Full Spectrum simply refers to the whole plant being used for making the CBD extract they use in their product. In other words, it’s not just a CBD isolate ( often referred to as CBD Crystals ) or other cannabinoid isolates used.
But that is it, that is all it tells you.
It does not say anything about which cannabinoids that are to be found in the extract and how much of it. Most laboratories don’t even have the testing equipment to test all the different cannabinoids, and focus mainly on testing the most abundant cannabinoids found in the cannabis plants.
How can you know which cannabinoids that are in fact in a Full Spectrum product?
The only way to know what is in the product, is to see the lab results from the producers.
Or to get it tested yourself.
You need to see the lab report from the laboratory, not just what a company says on the bottle or in their description. You want the actual lab report. Any serious company should have some lab results easily available on their web page. If they don’t, send a mail and ask. Should be very easy to get. If not, my best advice is to move on to a different brand.
Why do different Full Spectrum products contain different cannabinoids ?
Different cannabis plant varieties are being used by different producers, and these have different cannabinoid profiles. For example recreational cannabis strains normally have more and higher amounts of different cannabinoids than a typical industrial hemp strain. This due to the flowers of cannabis to be bigger and containing more cannabinoids and terpenes than most industrial hemp strains. Each cannabis strain, both recreational and industrial, has its own profile of cannabinoids. Even plants from the same strain can have a bit different cannabinoid profiles even if they are generally the same. Therefore products made from different strains of cannabis will have different cannabinoid profiles. One extract might have many cannabinoids, and another one will have very few, depending on the genetics of the plant that was used to make it.
So, when that is all cleared up, what about Broad and Wide Spectrum?
Well broad and wide are terms that kind of means the same.
It refers to it being several cannabinoids and even terpenes in the product.
Broad spectrum is also used when the oil does not contain any THC. But a broad spectrum oil can also contain THC as one of the several cannabinoids in the product.
So broad spectrum still does not say how many cannabinoids are in the product. Some may use this term without necessarily having several cannabinoids in them, just no THC. So here as well, only an actual lab test of the product can tell you how broad the spectrum is and which cannabinoids are present.
An isolate is the purest form of a compound, which is produced by singularly extracting that compound from its environment and isolating it from all other compounds. So you are left with only the CBD from the plant, eliminating all other cannabinoids and terpenes. This product does not offer any Entourage Effect, as it’s a single compound. Products with very high CBD % are often made from isolates, as a product with that high CBD % made from a plant extract would most lightly get a THC % that is higher than 0.2% and therefore be illegal in most countries.
Early on it was believed that pure CBD would have the best effect for most, but this idea has been put aside. A study in 2015 showed that with pure CBD the patient at first got good effect, but that it did not last, While those that used plant extracts and a broader spectrum, had a more lasting stable effect. (1*)

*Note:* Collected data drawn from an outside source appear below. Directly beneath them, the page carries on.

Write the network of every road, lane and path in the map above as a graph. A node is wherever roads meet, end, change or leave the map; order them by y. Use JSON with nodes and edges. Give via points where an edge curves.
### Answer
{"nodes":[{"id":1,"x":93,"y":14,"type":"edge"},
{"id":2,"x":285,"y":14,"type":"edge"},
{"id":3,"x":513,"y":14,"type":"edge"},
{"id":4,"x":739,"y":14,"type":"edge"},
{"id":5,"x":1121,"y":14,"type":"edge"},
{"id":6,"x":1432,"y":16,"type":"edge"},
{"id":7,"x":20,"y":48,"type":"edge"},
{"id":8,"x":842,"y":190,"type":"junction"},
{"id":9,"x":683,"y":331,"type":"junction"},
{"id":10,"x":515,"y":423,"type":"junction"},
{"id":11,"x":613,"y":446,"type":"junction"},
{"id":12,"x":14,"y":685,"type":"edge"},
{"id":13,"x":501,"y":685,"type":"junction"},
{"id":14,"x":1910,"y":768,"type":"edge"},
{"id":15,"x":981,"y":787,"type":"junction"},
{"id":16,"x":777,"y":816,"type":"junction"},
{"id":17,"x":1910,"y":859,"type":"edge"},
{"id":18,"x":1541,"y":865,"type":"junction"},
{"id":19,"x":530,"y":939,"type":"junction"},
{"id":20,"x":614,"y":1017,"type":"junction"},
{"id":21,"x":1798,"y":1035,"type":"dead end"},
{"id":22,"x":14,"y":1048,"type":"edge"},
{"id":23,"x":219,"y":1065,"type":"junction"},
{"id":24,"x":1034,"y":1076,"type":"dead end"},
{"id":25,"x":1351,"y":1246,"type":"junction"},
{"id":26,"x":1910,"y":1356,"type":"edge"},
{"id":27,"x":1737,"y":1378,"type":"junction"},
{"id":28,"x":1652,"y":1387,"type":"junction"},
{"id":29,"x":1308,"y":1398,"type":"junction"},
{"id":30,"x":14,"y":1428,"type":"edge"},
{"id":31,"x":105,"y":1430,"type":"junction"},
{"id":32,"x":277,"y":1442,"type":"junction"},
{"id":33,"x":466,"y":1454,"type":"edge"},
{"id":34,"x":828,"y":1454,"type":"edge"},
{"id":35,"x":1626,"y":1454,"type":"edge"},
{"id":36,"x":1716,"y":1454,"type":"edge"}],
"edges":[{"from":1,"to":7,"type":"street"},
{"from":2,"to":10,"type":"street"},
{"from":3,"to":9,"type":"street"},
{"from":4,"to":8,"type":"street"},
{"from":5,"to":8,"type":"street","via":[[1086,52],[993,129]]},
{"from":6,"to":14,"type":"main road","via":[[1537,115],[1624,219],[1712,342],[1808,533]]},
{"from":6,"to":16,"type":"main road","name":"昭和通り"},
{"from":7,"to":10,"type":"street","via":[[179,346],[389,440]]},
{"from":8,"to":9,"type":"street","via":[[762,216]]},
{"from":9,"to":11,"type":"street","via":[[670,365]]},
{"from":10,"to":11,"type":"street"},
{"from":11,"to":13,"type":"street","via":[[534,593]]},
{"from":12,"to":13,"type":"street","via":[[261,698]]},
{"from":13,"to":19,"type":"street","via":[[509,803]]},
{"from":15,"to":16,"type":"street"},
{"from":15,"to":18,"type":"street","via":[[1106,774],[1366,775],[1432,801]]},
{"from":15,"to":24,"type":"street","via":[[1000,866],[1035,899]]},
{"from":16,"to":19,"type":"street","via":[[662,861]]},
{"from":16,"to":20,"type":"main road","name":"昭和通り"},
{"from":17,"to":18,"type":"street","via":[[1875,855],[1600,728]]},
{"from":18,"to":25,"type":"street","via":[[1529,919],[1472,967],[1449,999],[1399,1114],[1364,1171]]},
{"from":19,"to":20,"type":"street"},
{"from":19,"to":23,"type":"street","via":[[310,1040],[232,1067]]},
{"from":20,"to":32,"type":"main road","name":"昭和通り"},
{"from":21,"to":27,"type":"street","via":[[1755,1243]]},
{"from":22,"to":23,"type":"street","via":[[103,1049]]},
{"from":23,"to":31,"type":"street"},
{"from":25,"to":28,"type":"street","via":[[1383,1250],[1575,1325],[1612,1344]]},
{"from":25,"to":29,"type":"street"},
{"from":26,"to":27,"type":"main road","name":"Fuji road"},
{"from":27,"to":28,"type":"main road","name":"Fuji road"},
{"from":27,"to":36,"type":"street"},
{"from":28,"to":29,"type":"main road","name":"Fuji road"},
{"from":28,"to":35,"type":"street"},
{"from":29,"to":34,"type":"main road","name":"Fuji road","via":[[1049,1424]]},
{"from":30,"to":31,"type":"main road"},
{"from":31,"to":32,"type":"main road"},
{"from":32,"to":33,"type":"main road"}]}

All in all, what have we learned?
When it comes down to knowing what is in your product, a lab test is the only way to know.
A CBD company should have available lab tests on their web page.
Some companies will only say how many mg CBD that are in their dosages, this can be very misleading if you don’t know how to calculate mg to ml over to % CBD.
Always ask for the percentage of CBD in the product.
In the future there will hopefully be a lot more laboratories available for the public as well,
so it’s easier for people to double check their products if they have any doubts.
Hope this cleared up a thing or two regarding CBD labeling.